Even if a key point in the direct neck clipping of A1 aneurysms is to preserve the perforating arteries around the aneurysms, the key factors in the endovascular treatment of A1 aneurysm are effective and stable microcatheter tip positioning in the sac, and the coil insertion without kick-back of the microcatheter tip3,6,10,12). The complicated geometry of an aneurysm formed by the acute angle between the terminal segment of the ICA and the A1 segment makes it challenging to insert the microcatheter tip into the aneurysm sac6,13,14). Furthermore, if the microcatheter guidewire enter A1 origin, then it must immediately be turned in the opposite direction to enter the aneurysm. Even after successful selection of the aneurysm, the microcatheter is prone to kick back due to instability. Various adjunctive techniques have been introduced to overcome these complicated angio-architectures during the endovascular treatment. Lubicz et al.12) used balloon assisted coiling and/or a retrograde approach via the contralateral ICA through the anterior communicating artery in order to safely catheterize A1 aneurysms. But, this method might be restricted to some cases according to the condition of contralateral A1 or anterior communicating artery. Lee et al.10) reported a "Z-shaped" microcatheter tip was helpful in achieving stable microcatheter tip positioning for A1 aneurysms, especially located at the proximal portion of the A1. We could achieve complete occlusion in most cases, using the relevant combination of appropriate shaping of the microcatheter and double microcatheter technique. These methods permitted accurate positioning and support of microcatheter during the procedure, even though balloon was necessary in two cases.
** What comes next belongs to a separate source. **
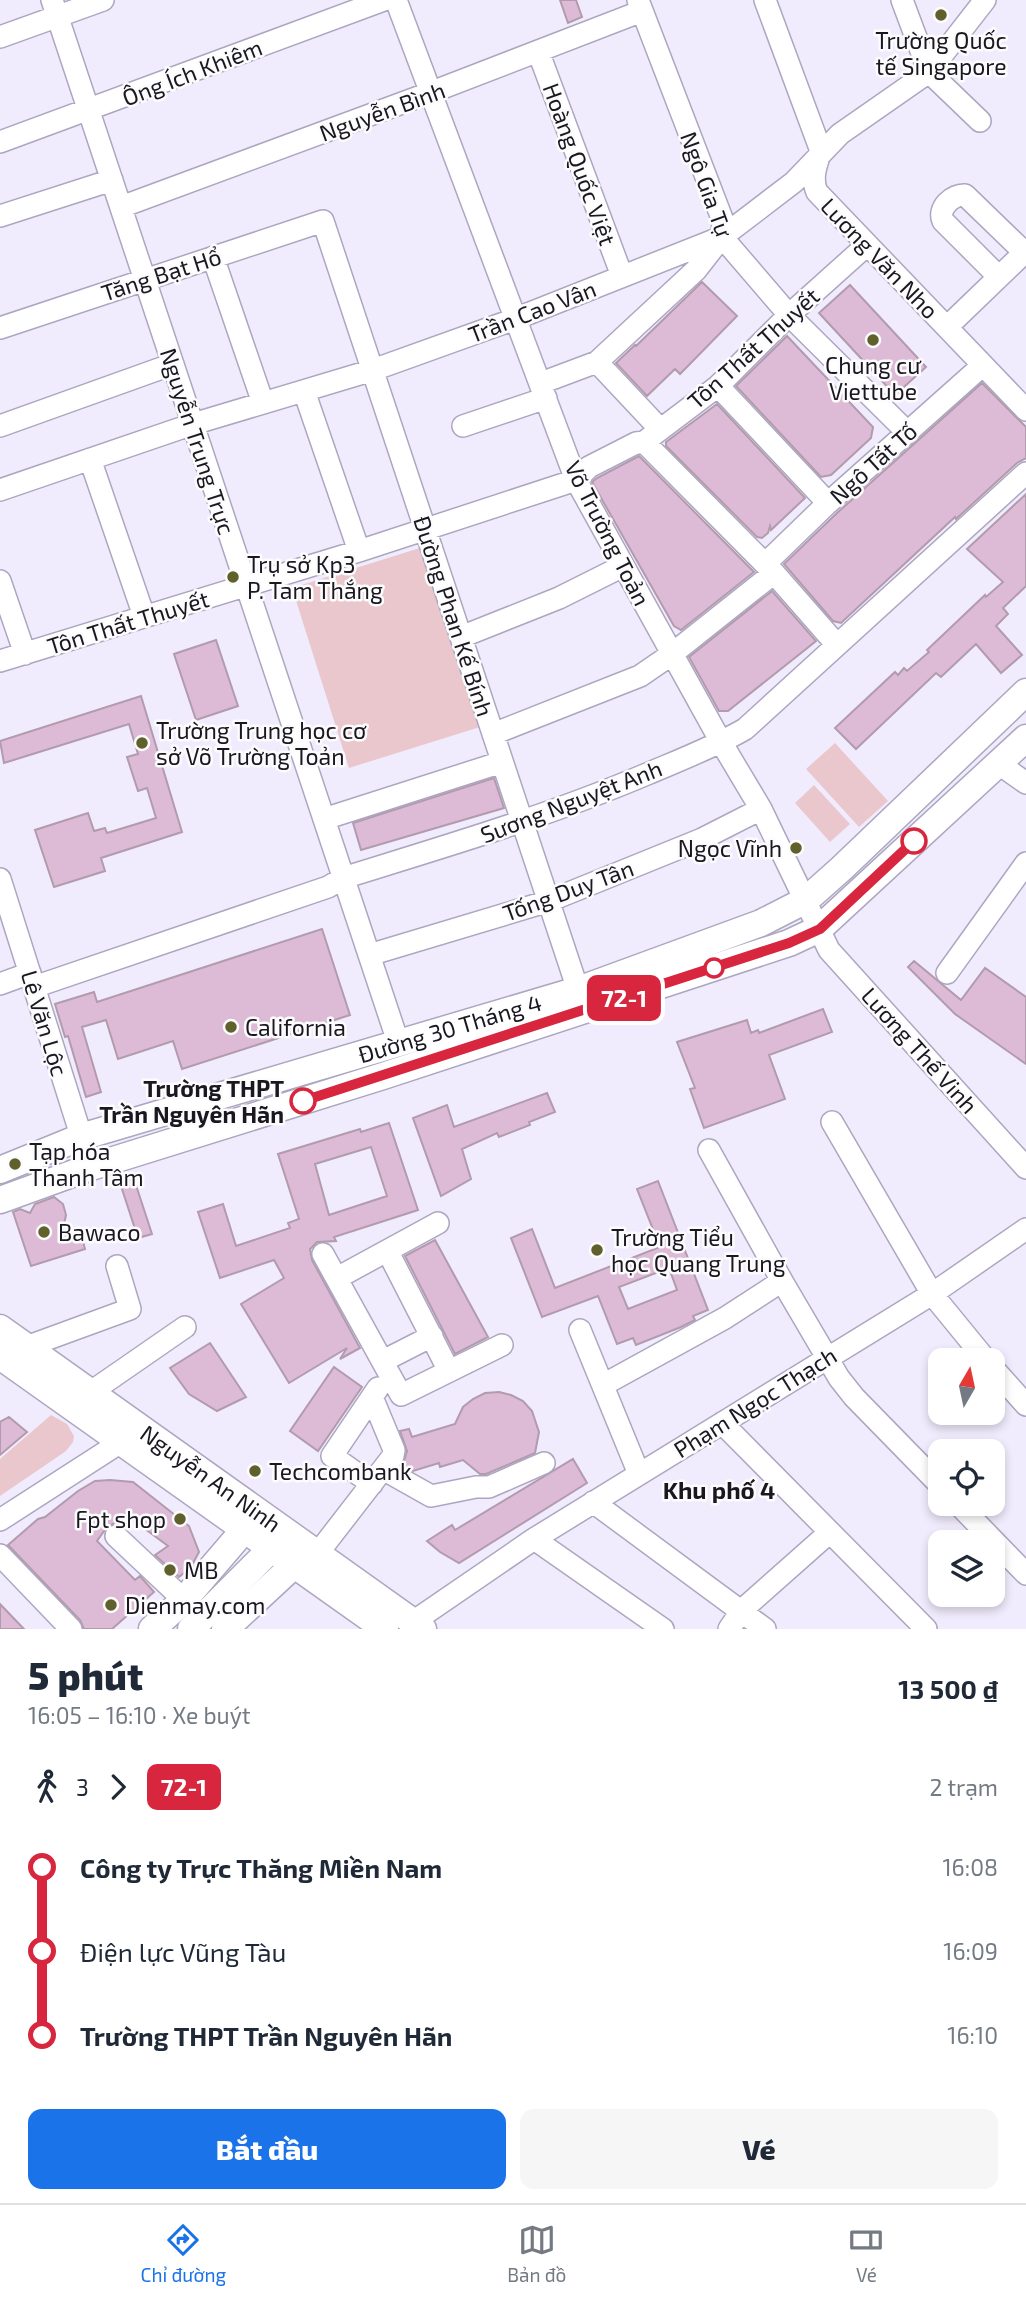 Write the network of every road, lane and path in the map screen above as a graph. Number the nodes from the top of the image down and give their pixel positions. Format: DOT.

The limitations of this study include its retrospective design, patient-selection bias, limited number of cases in one institution, and the relatively short angiographic follow-up period. Besides, more A1 aneurysms were clipped or not treated for various reasons, which may also have imposed a bias on the results. However, all these data suggest that endovascular treatment for A1 aneurysms seems to be feasible, safe, and effective.
Our preliminary experience demonstrates that endovascular treatment for A1 aneurysms is feasible and safe. Endovascular treatment appears to be a good therapeutic option for A1 aneurysms. These aneurysms are associated with multiple lesions and are less prone to recanalization because they are small and sidewall aneurysms. Tailored microcatheter shaping and/or adjunctive techniques are necessary to achieve successful aneurysm embolization. However, more adequate follow-up studies are required to evaluate its long-term results.